My husband and I have had problems for about 2 1/2 years ago. When I was pregnant with my now 2 year old (had a one year old already) he cheated on me. I wanted to try because maybe it was just a mistake he made...blahblah! He and I have had a problem since them. He has never thought I was good enought to do anything. I needed to get a job but then he didn't want me to put the boys in daycare but it was my fault the house wasn't spotless with two infants... Just recently I noticed a change in my almost 4 year old after one of my husband and my fights and I said that we need to take a break to just step back...well that meant to him to start dating this lady he met. Our anniverary is May 4th and we decided this break on the 2nd and then the 5th he met her. He never even told me my sister in law asked him if he is going to try to work this out with me and he told her that he already met someone. She and I have been friends longer than I have known my husband but her husband is my husbands brother...so that is more drama. I had gone away for a week to the beach with my boys to just think about everything and I had a moment that I thought maybe I will ask him to get counseling as our last try, but then I found out he was dating her... he told me that everyone will get over our breakup easy and I that he hopes I am happy on day like he is. I was floored that 9 years together was so easy to get over. He has a 13 year old girl and she felt that I was another mother to her and my husband told me that she will not be affected by this...blahblah... he told her and she was so upset and told me that the would never want to meet her etc. I told her that if she did not to be upset if she likes her b/c I will be okay. Then last night my husband says that he is going to just have his daughter spend the night with him and the new girlfriend. I was crushed because I don't understand why I can just be dismissed like that. Its like everyone is going to get past this and like this new women and I will be left behind. I lose his family that I have always been close with (I saw them way more than him). I just don't understand.

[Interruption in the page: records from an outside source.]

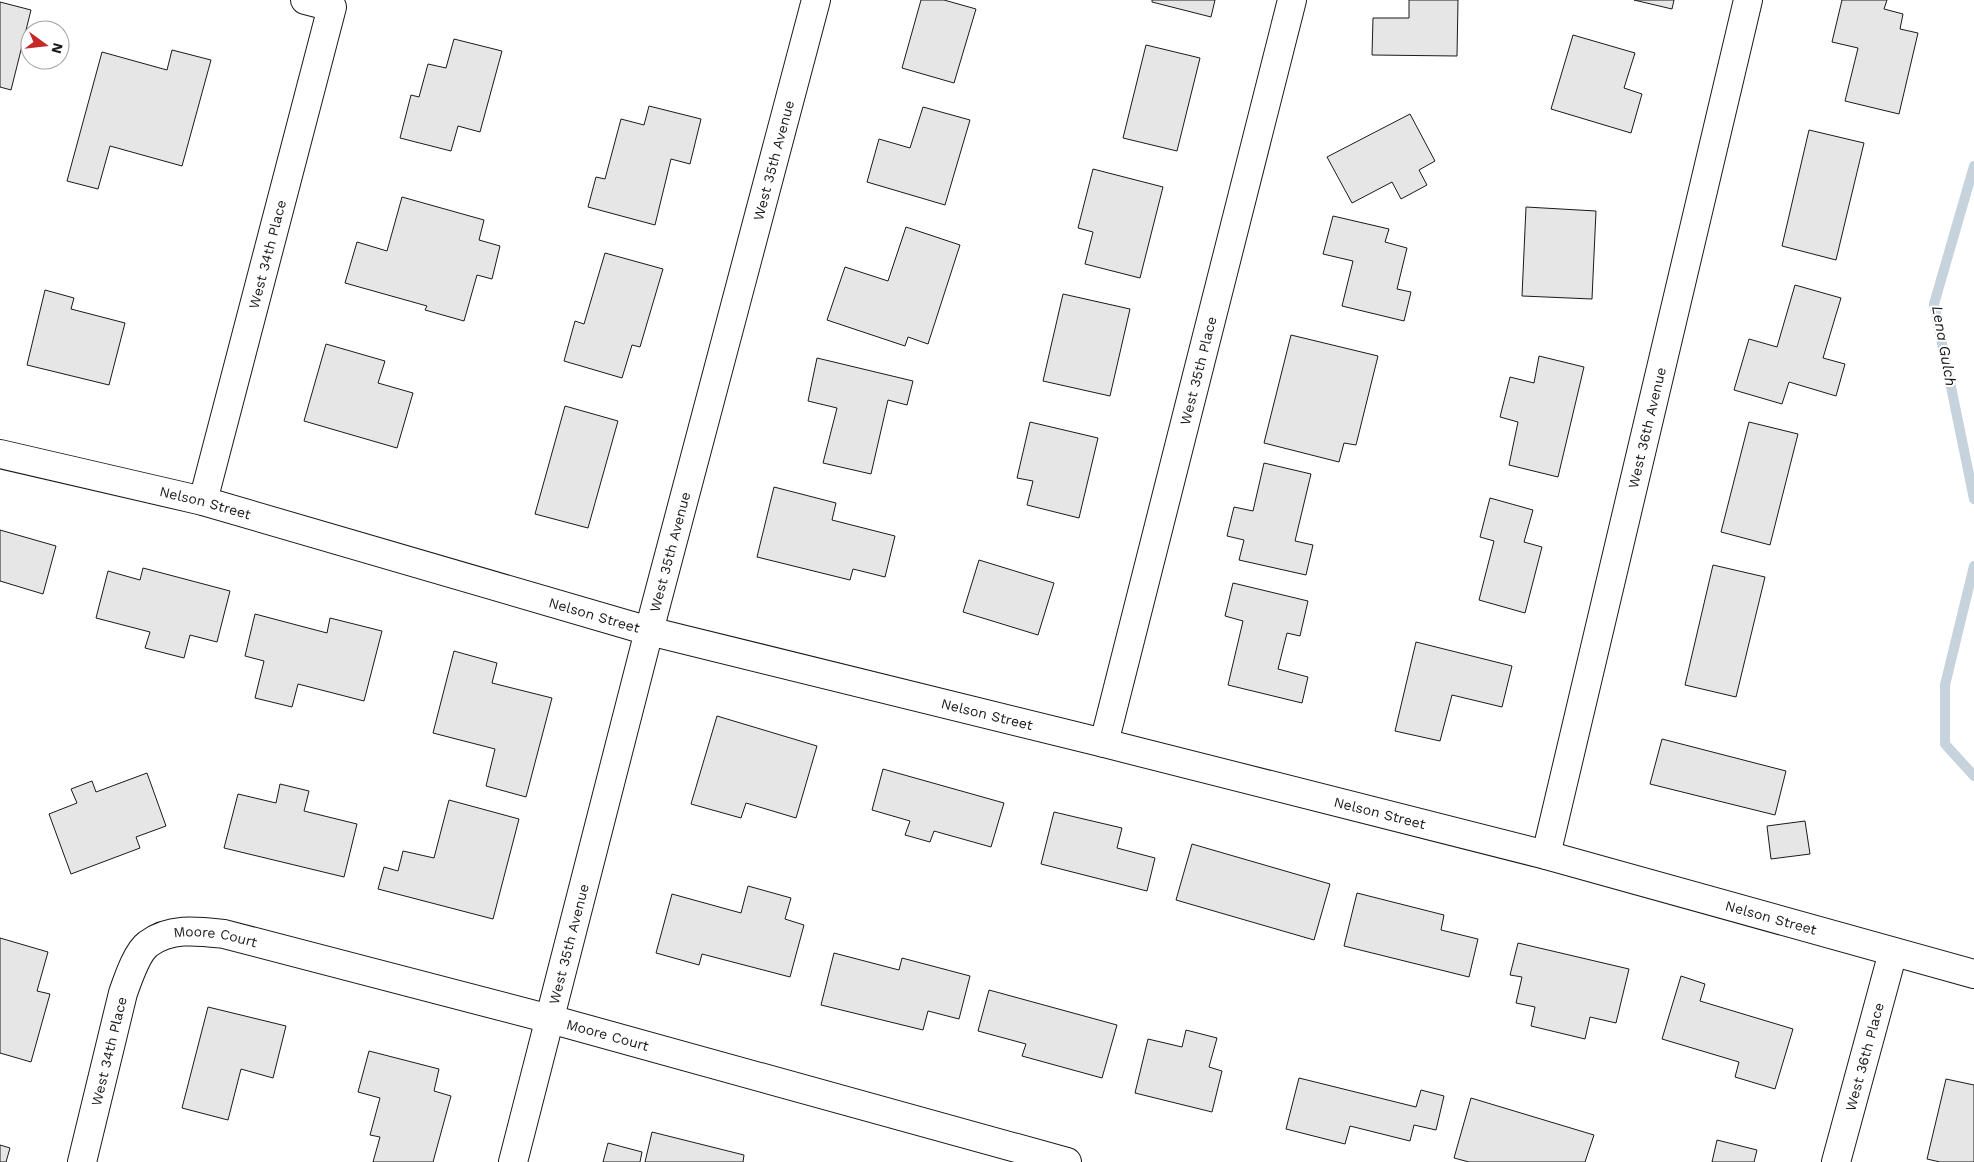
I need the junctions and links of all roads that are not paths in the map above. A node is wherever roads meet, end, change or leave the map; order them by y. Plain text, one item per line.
1 (305, 0) edge
2 (816, 0) edge
3 (1292, 0) edge
4 (1748, 0) edge
5 (0, 454) edge
6 (203, 501) junction
7 (649, 631) junction
8 (1104, 743) junction
9 (1546, 855) junction
10 (147, 945) joint
11 (1893, 952) junction
12 (1974, 974) edge
13 (550, 1019) junction
14 (82, 1162) edge
15 (513, 1162) edge
16 (1067, 1162) edge
17 (1836, 1162) edge

1 - 6 street, West 34th Place
2 - 7 street, West 35th Avenue
3 - 8 street, West 35th Place
4 - 9 street, West 36th Avenue
5 - 6 street, Nelson Street
6 - 7 street, Nelson Street
7 - 8 street, Nelson Street
7 - 13 street, West 35th Avenue
8 - 9 street, Nelson Street
9 - 11 street, Nelson Street
10 - 13 street, Moore Court
10 - 14 street, West 34th Place
11 - 12 street, Nelson Street
11 - 17 street, West 36th Place
13 - 15 street, West 35th Avenue
13 - 16 street, Moore Court

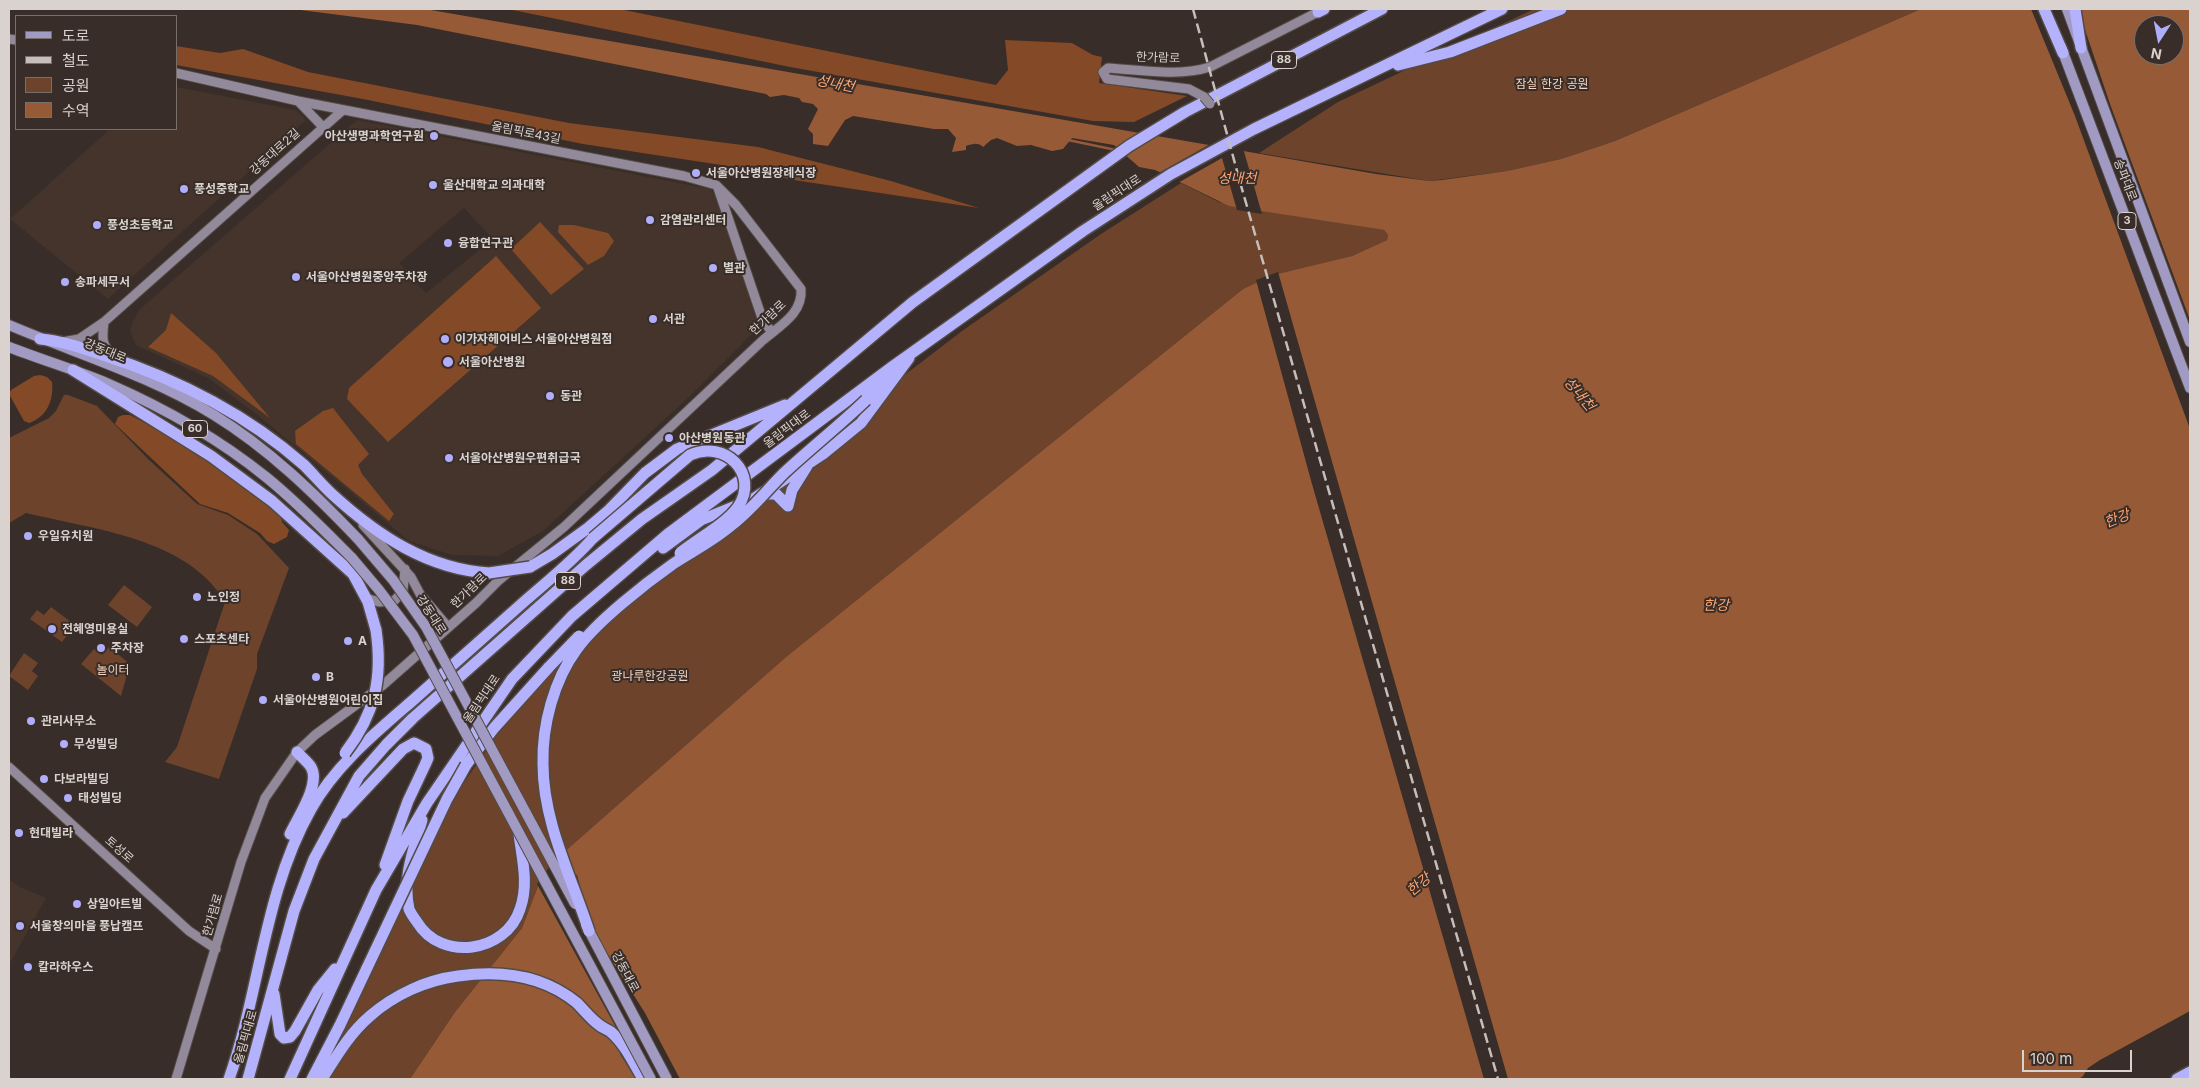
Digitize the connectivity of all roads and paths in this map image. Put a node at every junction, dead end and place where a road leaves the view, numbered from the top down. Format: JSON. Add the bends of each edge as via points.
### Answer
{"nodes":[{"id":1,"x":1382,"y":9,"type":"edge"},
{"id":2,"x":1502,"y":9,"type":"edge"},
{"id":3,"x":1561,"y":9,"type":"edge"},
{"id":4,"x":2046,"y":9,"type":"edge"},
{"id":5,"x":2067,"y":9,"type":"edge"},
{"id":6,"x":2074,"y":9,"type":"edge"},
{"id":7,"x":1319,"y":10,"type":"edge"},
{"id":8,"x":2081,"y":48,"type":"junction"},
{"id":9,"x":2063,"y":53,"type":"joint"},
{"id":10,"x":1380,"y":69,"type":"junction"},
{"id":11,"x":178,"y":73,"type":"edge"},
{"id":12,"x":298,"y":100,"type":"junction"},
{"id":13,"x":1207,"y":100,"type":"dead end"},
{"id":14,"x":343,"y":110,"type":"junction"},
{"id":15,"x":323,"y":127,"type":"junction"},
{"id":16,"x":716,"y":185,"type":"junction"},
{"id":17,"x":104,"y":322,"type":"junction"},
{"id":18,"x":9,"y":325,"type":"edge"},
{"id":19,"x":772,"y":332,"type":"junction"},
{"id":20,"x":40,"y":339,"type":"junction"},
{"id":21,"x":61,"y":342,"type":"junction"},
{"id":22,"x":2190,"y":342,"type":"edge"},
{"id":23,"x":9,"y":347,"type":"edge"},
{"id":24,"x":914,"y":352,"type":"junction"},
{"id":25,"x":122,"y":361,"type":"junction"},
{"id":26,"x":892,"y":367,"type":"junction"},
{"id":27,"x":73,"y":370,"type":"junction"},
{"id":28,"x":2190,"y":388,"type":"edge"},
{"id":29,"x":794,"y":401,"type":"junction"},
{"id":30,"x":809,"y":462,"type":"junction"},
{"id":31,"x":761,"y":494,"type":"junction"},
{"id":32,"x":333,"y":495,"type":"junction"},
{"id":33,"x":592,"y":538,"type":"junction"},
{"id":34,"x":530,"y":567,"type":"junction"},
{"id":35,"x":405,"y":570,"type":"junction"},
{"id":36,"x":403,"y":591,"type":"junction"},
{"id":37,"x":420,"y":594,"type":"junction"},
{"id":38,"x":597,"y":595,"type":"junction"},
{"id":39,"x":366,"y":598,"type":"junction"},
{"id":40,"x":609,"y":617,"type":"junction"},
{"id":41,"x":448,"y":628,"type":"junction"},
{"id":42,"x":572,"y":643,"type":"junction"},
{"id":43,"x":297,"y":752,"type":"junction"},
{"id":44,"x":9,"y":767,"type":"edge"},
{"id":45,"x":323,"y":790,"type":"junction"},
{"id":46,"x":427,"y":804,"type":"junction"},
{"id":47,"x":326,"y":833,"type":"junction"},
{"id":48,"x":519,"y":834,"type":"junction"},
{"id":49,"x":376,"y":890,"type":"junction"},
{"id":50,"x":589,"y":930,"type":"junction"},
{"id":51,"x":216,"y":949,"type":"junction"},
{"id":52,"x":347,"y":954,"type":"junction"},
{"id":53,"x":257,"y":975,"type":"junction"},
{"id":54,"x":273,"y":990,"type":"junction"},
{"id":55,"x":2190,"y":1074,"type":"edge"},
{"id":56,"x":176,"y":1079,"type":"edge"},
{"id":57,"x":229,"y":1079,"type":"edge"},
{"id":58,"x":248,"y":1079,"type":"edge"},
{"id":59,"x":290,"y":1079,"type":"edge"},
{"id":60,"x":312,"y":1079,"type":"edge"},
{"id":61,"x":322,"y":1079,"type":"edge"},
{"id":62,"x":643,"y":1079,"type":"edge"},
{"id":63,"x":651,"y":1079,"type":"edge"},
{"id":64,"x":667,"y":1079,"type":"edge"},
{"id":65,"x":2177,"y":1079,"type":"edge"},
{"id":66,"x":2185,"y":1079,"type":"edge"}],
"edges":[{"from":1,"to":29,"type":"highway","name":"올림픽대로","number":"88","via":[[1185,112],[1129,146],[913,302]]},
{"from":2,"to":10,"type":"highway","name":"올림픽대로","number":"88"},
{"from":3,"to":10,"type":"highway","via":[[1450,52]]},
{"from":4,"to":9,"type":"highway"},
{"from":5,"to":8,"type":"main road","name":"송파대로","number":"3"},
{"from":6,"to":8,"type":"highway"},
{"from":7,"to":13,"type":"street","name":"한가람로","via":[[1210,67],[1176,72],[1108,68],[1103,72],[1106,79],[1189,89]]},
{"from":8,"to":22,"type":"main road","name":"송파대로","number":"3"},
{"from":9,"to":28,"type":"main road","name":"송파대로","number":"3"},
{"from":10,"to":24,"type":"highway","name":"올림픽대로","number":"88","via":[[1254,129],[1171,174],[1083,231]]},
{"from":11,"to":12,"type":"street","name":"올림픽로43길"},
{"from":12,"to":14,"type":"street","name":"올림픽로43길"},
{"from":12,"to":15,"type":"street"},
{"from":14,"to":15,"type":"street","name":"강동대로2길"},
{"from":14,"to":16,"type":"street","name":"올림픽로43길","via":[[684,176]]},
{"from":15,"to":17,"type":"street","name":"강동대로2길"},
{"from":16,"to":19,"type":"street","via":[[763,321]]},
{"from":16,"to":19,"type":"street","name":"한가람로","via":[[736,205],[801,289],[802,297],[796,312]]},
{"from":17,"to":21,"type":"street","name":"강동대로2길","via":[[79,338]]},
{"from":17,"to":25,"type":"street","via":[[102,342],[106,350]]},
{"from":18,"to":20,"type":"main road","name":"강동대로","number":"60"},
{"from":19,"to":41,"type":"street","name":"한가람로","via":[[564,527],[498,581]]},
{"from":20,"to":21,"type":"highway"},
{"from":20,"to":50,"type":"main road","name":"강동대로","number":"60","bridge":true,"via":[[154,384],[213,415],[252,440],[290,471],[358,539],[393,580],[426,627]]},
{"from":21,"to":25,"type":"highway"},
{"from":23,"to":27,"type":"main road","number":"60"},
{"from":24,"to":26,"type":"highway","name":"올림픽대로","number":"88"},
{"from":24,"to":30,"type":"highway","via":[[861,423]]},
{"from":25,"to":32,"type":"highway","via":[[197,392],[238,416],[304,466]]},
{"from":26,"to":38,"type":"highway","name":"올림픽대로","number":"88","via":[[668,534]]},
{"from":26,"to":40,"type":"highway","bridge":true,"via":[[866,400],[795,463],[742,517],[712,541],[672,565]]},
{"from":27,"to":39,"type":"highway","via":[[211,456],[272,501],[352,574]]},
{"from":27,"to":48,"type":"main road","number":"60","bridge":true,"via":[[149,402],[206,436],[265,476],[352,558],[412,636]]},
{"from":29,"to":34,"type":"highway","via":[[677,449],[645,474],[588,528]]},
{"from":29,"to":47,"type":"highway","name":"올림픽대로","number":"88","via":[[712,470],[636,524],[413,718],[359,776]]},
{"from":30,"to":31,"type":"highway"},
{"from":30,"to":31,"type":"highway","via":[[792,490],[788,506],[776,494]]},
{"from":31,"to":38,"type":"highway","via":[[701,520],[638,570]]},
{"from":32,"to":34,"type":"highway","bridge":true,"via":[[391,541],[450,568],[489,573]]},
{"from":32,"to":35,"type":"street"},
{"from":33,"to":34,"type":"highway","via":[[545,565]]},
{"from":33,"to":42,"type":"highway","bridge":true,"via":[[690,455],[704,450],[718,451],[739,467],[744,489],[733,512]]},
{"from":33,"to":45,"type":"highway","via":[[363,743]]},
{"from":35,"to":36,"type":"street"},
{"from":35,"to":37,"type":"street"},
{"from":36,"to":37,"type":"street"},
{"from":36,"to":39,"type":"street","via":[[394,601],[379,602]]},
{"from":37,"to":41,"type":"street"},
{"from":38,"to":46,"type":"highway","name":"올림픽대로","number":"88","via":[[572,616],[512,679]]},
{"from":39,"to":45,"type":"highway","bridge":true,"via":[[376,630],[377,688],[362,728]]},
{"from":40,"to":42,"type":"highway","bridge":true},
{"from":40,"to":50,"type":"highway","bridge":true,"via":[[578,647],[562,675],[548,716],[543,747],[543,782],[551,824]]},
{"from":41,"to":43,"type":"street","name":"한가람로","via":[[383,685]]},
{"from":42,"to":60,"type":"highway","bridge":true,"via":[[517,701],[466,765]]},
{"from":43,"to":51,"type":"street","name":"한가람로","via":[[264,798],[241,862]]},
{"from":43,"to":53,"type":"highway","via":[[310,765],[313,784],[288,839],[275,878],[258,950]]},
{"from":44,"to":51,"type":"street","name":"토성로","via":[[189,931]]},
{"from":45,"to":53,"type":"highway","via":[[303,825],[282,877]]},
{"from":46,"to":48,"type":"highway","via":[[409,868],[410,911],[423,933],[446,946],[482,946],[499,938],[511,927],[520,910],[526,885]]},
{"from":46,"to":49,"type":"highway","name":"올림픽대로","number":"88"},
{"from":47,"to":49,"type":"highway","via":[[396,755],[414,744],[426,748],[425,765],[408,801]]},
{"from":47,"to":54,"type":"highway","name":"올림픽대로","number":"88","via":[[302,886]]},
{"from":48,"to":63,"type":"main road","bridge":true},
{"from":49,"to":52,"type":"highway","name":"올림픽대로","number":"88"},
{"from":50,"to":64,"type":"main road","name":"강동대로","bridge":true},
{"from":51,"to":56,"type":"street","name":"한가람로"},
{"from":52,"to":54,"type":"highway","via":[[318,990],[295,1031],[287,1038],[279,1030]]},
{"from":52,"to":59,"type":"highway","name":"올림픽대로","number":"88"},
{"from":53,"to":57,"type":"highway"},
{"from":54,"to":58,"type":"highway","name":"올림픽대로","number":"88"},
{"from":55,"to":65,"type":"highway"},
{"from":55,"to":66,"type":"highway"},
{"from":61,"to":62,"type":"highway","via":[[359,1026],[379,1009],[435,980],[506,974],[539,982],[576,1003],[612,1033]]}]}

I just wanted to say about the getting a divorce when you are ready that is true but you also need to see the big picture because if you know its over and you get to the point that you know you deserve better you need to move forward for closure and sanity. The only you put it off the longer it will take to get over it. I am still living in our house because it hasn't sold and I need to get out of here before I go nuts with all the memories. I don't know where I am going to live. I am at home with the boys and I sell Tupperware. Before I got married I made amazing money and had bought my own home at 23. I was so successful and I decided to raise my boys which I would never give up but I need to start living for me again so that my boys see how to be and not like there father. My husband's dad did the same thing to my mother in law that my husband is doing to me and I will break that pattern! Good luck I don't myself know I how I will ever get over this pain... all I hear is time with ease it.... time is going to slow!